With lights on deck we could see the net trailing aft, now twisted into a thick rope by the rotation of our propeller. Using the boat-hook we snagged the net and pulled it to the surface, then cut it free with a serrated blade knife. The top rope of the net was at least 14mm diameter, with floats directly attached, so there was no way we could ever pass over it.
Net With Top Floats
Now drifting free, we unfurled the genoa and slowly pulled away into the night, sailing on a very slight breeze at around 3.0 knots. Six hours later I came on watch again after sunrise and prepared to dive under the boat to clear the propeller and running gear and check for damage.

Preparing to enter the water I was startled by a large fish that appeared from under the boat - a Remora of course, only this one was much bigger than I had seen before.  Once under water I found myself out-numbered by eight large Remora, with another four visible hanging on the keel, plus a larger dark colored creature that I wasn't quite sure of, circling out beyond them. OK, I've chased remora around the boat before, but these guys were bigger and had a different attitude - they wanted to chase me...

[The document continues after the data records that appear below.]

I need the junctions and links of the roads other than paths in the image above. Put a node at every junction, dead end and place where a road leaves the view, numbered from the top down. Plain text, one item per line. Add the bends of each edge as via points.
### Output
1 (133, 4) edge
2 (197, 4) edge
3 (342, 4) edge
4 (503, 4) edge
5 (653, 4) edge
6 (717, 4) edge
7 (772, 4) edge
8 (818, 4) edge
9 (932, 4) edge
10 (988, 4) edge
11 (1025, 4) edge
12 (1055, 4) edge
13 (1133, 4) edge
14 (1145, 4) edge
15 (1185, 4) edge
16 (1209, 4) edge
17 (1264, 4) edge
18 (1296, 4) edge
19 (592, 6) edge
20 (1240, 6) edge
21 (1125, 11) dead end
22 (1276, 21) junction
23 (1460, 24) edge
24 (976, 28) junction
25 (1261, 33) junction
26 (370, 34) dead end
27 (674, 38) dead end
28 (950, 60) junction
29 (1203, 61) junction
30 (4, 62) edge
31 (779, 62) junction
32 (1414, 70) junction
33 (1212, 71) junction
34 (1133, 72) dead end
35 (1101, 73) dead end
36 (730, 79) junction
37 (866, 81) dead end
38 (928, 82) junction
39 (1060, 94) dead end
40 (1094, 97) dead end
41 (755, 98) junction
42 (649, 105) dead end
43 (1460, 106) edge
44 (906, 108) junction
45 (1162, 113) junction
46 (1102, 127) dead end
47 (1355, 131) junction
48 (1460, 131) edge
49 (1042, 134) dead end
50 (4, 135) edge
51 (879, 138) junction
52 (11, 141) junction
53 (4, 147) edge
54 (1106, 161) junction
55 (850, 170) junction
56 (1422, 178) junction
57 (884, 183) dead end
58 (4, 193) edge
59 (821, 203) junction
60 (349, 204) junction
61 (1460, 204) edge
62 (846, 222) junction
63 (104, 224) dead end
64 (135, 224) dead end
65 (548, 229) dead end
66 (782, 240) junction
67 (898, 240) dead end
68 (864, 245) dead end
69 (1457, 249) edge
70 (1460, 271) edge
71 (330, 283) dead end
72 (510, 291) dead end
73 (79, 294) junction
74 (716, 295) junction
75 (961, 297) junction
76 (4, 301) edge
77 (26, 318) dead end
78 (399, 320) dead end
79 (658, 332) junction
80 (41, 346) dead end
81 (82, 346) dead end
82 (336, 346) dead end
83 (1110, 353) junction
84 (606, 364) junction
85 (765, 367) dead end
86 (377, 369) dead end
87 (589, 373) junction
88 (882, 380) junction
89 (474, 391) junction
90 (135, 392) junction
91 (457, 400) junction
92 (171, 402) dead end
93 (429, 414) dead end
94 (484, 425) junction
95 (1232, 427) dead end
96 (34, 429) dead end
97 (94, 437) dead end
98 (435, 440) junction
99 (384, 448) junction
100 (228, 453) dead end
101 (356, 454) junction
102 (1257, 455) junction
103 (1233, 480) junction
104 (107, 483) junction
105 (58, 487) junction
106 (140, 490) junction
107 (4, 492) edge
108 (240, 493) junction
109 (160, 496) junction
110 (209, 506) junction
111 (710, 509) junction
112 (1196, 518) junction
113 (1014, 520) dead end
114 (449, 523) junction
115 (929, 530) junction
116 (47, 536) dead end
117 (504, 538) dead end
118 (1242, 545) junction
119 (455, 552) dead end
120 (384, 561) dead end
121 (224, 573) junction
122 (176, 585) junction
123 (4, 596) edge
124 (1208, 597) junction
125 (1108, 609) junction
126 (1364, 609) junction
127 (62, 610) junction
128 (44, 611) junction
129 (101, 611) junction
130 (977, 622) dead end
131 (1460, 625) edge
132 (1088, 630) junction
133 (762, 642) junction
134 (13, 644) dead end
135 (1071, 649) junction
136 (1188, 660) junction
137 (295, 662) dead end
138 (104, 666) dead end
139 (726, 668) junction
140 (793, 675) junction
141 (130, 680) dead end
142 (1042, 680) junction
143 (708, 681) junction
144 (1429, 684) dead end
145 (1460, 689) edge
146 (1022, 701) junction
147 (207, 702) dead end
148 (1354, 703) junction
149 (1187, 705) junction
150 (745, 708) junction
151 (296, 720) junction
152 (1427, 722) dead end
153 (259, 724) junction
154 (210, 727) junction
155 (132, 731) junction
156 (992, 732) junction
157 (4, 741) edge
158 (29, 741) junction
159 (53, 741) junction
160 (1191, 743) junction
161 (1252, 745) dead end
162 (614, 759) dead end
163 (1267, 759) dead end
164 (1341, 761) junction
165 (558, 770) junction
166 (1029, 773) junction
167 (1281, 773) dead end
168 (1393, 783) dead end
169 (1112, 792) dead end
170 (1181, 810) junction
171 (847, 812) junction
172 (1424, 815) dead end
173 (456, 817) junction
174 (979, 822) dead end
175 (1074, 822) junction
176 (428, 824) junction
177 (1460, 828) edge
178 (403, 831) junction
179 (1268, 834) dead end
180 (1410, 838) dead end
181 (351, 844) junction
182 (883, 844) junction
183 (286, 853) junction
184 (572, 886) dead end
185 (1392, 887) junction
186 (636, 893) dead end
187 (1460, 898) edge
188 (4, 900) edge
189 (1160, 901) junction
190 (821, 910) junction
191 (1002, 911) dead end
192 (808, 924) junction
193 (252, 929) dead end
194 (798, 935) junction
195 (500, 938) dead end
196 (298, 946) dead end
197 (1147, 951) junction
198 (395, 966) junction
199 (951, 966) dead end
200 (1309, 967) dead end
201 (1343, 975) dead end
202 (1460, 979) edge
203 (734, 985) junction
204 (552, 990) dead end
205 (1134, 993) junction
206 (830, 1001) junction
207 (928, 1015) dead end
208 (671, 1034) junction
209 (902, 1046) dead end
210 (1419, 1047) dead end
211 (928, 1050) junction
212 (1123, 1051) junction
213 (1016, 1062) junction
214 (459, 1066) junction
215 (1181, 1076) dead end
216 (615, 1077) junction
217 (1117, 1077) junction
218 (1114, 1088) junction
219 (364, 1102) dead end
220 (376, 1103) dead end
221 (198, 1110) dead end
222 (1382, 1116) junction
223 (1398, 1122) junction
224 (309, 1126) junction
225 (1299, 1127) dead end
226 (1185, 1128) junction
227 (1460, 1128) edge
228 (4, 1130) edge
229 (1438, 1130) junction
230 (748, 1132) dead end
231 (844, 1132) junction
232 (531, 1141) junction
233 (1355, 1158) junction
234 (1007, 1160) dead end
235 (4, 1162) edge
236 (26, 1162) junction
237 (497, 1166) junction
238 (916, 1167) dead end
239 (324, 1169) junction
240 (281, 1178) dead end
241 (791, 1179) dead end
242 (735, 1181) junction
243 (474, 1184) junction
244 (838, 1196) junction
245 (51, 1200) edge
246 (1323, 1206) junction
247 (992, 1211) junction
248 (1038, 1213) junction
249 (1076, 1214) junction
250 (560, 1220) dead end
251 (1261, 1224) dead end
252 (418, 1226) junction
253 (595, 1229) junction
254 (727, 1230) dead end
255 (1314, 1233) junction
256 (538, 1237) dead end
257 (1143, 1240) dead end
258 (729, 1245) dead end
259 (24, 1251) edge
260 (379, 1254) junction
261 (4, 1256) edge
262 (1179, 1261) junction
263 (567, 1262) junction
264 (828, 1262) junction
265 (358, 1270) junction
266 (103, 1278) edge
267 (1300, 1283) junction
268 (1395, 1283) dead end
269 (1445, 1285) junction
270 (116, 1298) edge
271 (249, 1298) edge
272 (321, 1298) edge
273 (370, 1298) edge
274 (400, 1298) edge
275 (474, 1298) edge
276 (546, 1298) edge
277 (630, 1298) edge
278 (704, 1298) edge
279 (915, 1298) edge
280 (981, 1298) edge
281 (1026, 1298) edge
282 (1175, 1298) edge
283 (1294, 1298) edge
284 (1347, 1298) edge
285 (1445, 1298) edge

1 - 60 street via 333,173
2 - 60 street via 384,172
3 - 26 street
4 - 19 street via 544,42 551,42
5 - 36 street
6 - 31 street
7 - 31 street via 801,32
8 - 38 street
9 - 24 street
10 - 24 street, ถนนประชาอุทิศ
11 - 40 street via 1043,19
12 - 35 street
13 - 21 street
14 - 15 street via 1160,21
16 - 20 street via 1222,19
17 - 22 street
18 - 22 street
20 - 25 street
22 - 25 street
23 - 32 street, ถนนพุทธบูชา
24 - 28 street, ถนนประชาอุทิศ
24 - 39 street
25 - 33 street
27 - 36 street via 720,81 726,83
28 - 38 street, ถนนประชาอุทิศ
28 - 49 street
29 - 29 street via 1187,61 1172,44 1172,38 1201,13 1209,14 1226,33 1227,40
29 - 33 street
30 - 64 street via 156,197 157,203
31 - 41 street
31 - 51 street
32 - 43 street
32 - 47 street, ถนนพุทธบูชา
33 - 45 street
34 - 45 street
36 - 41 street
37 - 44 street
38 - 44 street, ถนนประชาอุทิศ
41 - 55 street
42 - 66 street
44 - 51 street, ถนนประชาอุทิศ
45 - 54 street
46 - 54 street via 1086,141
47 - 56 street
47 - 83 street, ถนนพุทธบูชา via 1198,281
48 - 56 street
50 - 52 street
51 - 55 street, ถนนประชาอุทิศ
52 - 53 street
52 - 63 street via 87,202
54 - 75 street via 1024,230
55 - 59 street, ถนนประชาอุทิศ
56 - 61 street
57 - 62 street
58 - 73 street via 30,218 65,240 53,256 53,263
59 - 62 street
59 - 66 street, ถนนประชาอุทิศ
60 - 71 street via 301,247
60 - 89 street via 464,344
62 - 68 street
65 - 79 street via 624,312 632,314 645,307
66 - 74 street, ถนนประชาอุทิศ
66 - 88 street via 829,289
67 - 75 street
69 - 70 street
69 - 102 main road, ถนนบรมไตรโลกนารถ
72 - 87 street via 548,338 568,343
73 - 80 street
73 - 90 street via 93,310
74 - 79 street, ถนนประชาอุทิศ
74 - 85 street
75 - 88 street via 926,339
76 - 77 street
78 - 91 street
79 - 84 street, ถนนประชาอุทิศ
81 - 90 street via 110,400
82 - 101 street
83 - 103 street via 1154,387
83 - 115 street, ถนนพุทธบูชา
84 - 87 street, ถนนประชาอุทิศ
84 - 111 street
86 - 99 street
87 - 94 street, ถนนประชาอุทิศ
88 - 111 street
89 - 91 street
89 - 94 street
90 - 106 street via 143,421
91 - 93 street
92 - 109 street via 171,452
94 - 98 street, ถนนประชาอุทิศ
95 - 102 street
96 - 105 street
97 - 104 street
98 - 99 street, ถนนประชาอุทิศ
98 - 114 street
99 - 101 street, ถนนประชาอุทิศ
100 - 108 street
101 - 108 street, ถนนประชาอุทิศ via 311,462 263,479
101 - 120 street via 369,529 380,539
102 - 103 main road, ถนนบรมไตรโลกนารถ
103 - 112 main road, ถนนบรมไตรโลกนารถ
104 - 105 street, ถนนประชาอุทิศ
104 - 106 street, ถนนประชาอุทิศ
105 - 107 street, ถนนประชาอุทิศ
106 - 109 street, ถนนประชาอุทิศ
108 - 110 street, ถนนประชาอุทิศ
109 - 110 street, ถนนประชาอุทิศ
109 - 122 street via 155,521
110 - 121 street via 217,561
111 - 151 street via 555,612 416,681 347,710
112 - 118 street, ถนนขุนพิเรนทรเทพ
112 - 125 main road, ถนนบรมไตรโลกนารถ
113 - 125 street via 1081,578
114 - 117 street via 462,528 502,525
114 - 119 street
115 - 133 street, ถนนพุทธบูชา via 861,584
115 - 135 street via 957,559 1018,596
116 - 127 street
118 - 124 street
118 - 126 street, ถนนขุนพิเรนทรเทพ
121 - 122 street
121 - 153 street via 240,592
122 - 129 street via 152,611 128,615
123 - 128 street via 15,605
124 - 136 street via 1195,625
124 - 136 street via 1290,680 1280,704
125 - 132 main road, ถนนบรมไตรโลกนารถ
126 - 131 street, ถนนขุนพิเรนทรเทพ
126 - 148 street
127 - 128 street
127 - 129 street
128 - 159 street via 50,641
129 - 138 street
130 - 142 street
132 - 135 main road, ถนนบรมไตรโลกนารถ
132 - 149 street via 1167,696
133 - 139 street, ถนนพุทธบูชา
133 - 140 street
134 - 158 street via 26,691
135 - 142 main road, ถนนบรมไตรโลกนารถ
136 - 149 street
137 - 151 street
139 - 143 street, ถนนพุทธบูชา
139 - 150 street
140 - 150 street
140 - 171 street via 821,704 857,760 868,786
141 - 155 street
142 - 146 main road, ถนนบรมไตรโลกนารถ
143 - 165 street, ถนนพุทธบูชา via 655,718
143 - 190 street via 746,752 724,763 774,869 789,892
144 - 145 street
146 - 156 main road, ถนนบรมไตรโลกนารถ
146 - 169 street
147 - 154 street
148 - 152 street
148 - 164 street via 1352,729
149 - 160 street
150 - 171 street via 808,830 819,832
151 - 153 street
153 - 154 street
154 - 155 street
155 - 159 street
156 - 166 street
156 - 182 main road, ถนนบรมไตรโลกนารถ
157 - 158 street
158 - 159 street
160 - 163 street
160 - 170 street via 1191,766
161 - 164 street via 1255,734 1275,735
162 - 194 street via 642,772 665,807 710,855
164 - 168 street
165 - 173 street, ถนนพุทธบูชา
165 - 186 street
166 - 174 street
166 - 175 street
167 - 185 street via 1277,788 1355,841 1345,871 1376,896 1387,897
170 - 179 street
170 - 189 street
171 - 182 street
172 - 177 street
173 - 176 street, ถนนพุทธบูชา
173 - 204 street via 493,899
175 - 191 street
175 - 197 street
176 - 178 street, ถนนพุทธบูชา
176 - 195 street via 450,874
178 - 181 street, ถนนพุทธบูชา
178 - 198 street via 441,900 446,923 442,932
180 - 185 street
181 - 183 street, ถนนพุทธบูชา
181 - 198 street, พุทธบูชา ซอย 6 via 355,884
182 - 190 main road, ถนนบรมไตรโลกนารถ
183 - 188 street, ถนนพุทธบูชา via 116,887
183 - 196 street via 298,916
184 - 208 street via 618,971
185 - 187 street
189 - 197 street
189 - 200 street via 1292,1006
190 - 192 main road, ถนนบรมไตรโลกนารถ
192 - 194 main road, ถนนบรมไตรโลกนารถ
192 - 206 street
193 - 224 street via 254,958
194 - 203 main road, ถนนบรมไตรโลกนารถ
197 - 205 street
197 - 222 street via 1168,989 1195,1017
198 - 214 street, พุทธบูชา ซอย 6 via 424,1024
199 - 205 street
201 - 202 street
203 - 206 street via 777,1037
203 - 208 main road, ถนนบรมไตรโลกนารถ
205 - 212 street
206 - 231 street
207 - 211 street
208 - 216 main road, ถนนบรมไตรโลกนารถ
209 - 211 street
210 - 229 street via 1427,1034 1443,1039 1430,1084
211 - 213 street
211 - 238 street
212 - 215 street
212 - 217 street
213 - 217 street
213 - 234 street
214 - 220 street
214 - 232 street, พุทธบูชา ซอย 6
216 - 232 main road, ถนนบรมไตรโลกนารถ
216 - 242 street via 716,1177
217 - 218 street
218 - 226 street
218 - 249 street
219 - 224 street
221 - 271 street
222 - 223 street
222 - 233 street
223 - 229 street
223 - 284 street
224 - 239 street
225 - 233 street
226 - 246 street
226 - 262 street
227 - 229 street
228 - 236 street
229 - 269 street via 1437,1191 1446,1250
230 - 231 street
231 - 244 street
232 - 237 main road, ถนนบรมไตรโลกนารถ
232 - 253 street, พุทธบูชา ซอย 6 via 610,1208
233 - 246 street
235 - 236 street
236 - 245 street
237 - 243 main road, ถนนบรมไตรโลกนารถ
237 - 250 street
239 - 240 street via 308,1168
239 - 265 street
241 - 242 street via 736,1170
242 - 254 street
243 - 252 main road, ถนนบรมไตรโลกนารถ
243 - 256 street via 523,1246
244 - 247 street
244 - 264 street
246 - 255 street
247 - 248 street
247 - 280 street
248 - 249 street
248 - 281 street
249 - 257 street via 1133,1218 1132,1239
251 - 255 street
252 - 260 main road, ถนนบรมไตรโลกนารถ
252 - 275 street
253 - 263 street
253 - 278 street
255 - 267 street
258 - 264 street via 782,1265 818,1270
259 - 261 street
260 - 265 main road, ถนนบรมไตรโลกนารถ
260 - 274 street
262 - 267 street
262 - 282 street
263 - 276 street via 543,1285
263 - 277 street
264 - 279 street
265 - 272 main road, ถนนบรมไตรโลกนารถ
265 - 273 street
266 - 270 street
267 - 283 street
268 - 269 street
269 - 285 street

As soon as I was underwater they were at me, and by the time I got to the propeller and net I was fending them off with a knife! After cutting away some of the net the fish did get the better of me and I came back to the stern - but then realised we were badly handicapped without an engine, and went back again to finish the job.  It wasn't fun ... for every few links of net that were cut I was fending off the damn fish again.  That larger dark one kept circling and coming in behind me, with just enough aggression to keep me distracted and dodging behind the rudder and skeg. I now believe it was a small Ocean White Tip shark, the rounded fin tips and white mottling being quite obvious. A rare creature, who fortunately backed off when I directly challenged it.

Eventually the remaining net was cut free from the propeller, and floated free off the stern where the image above was taken.  I then quickly checked the propeller blades and rudder and levitated out of the water pretty fast. This sort of behavior from Remora is unusual I think, though earlier this evening another Remora chased our friend Diane, of the yacht Ceilydh, as she was swimming off the boat here in Tobago. Her husband Evan was bitten by one just a week or so back. A Caribbean hazard perhaps?

The other notable feature of this passage was the large amount of Saragosso weed that was drifting on the ocean surface - we'd never experienced this before.  Sometimes very large rafts of weed were spotted, and it was constant enough that Ley wasn't able to troll a lure behind the boat without fouling the hooks with weed.
Saragosso Weed

The remainder of our voyage to Tobago was more relaxed, though we did manage to lose an impeller on the Cummins and had to change out the sea water pump the day before we arrived. Good winds and awkward arrival timing found us off the Tobago coast fully 16 hours before we could approach the land - Tobago Customs being fussy about arrival and reporting times, so we spent the final evening lazing around offshore in almost a flat calm.  Next morning we motored in and were welcomed into Tobago by a very friendly customs and immigration team in Charlotteville.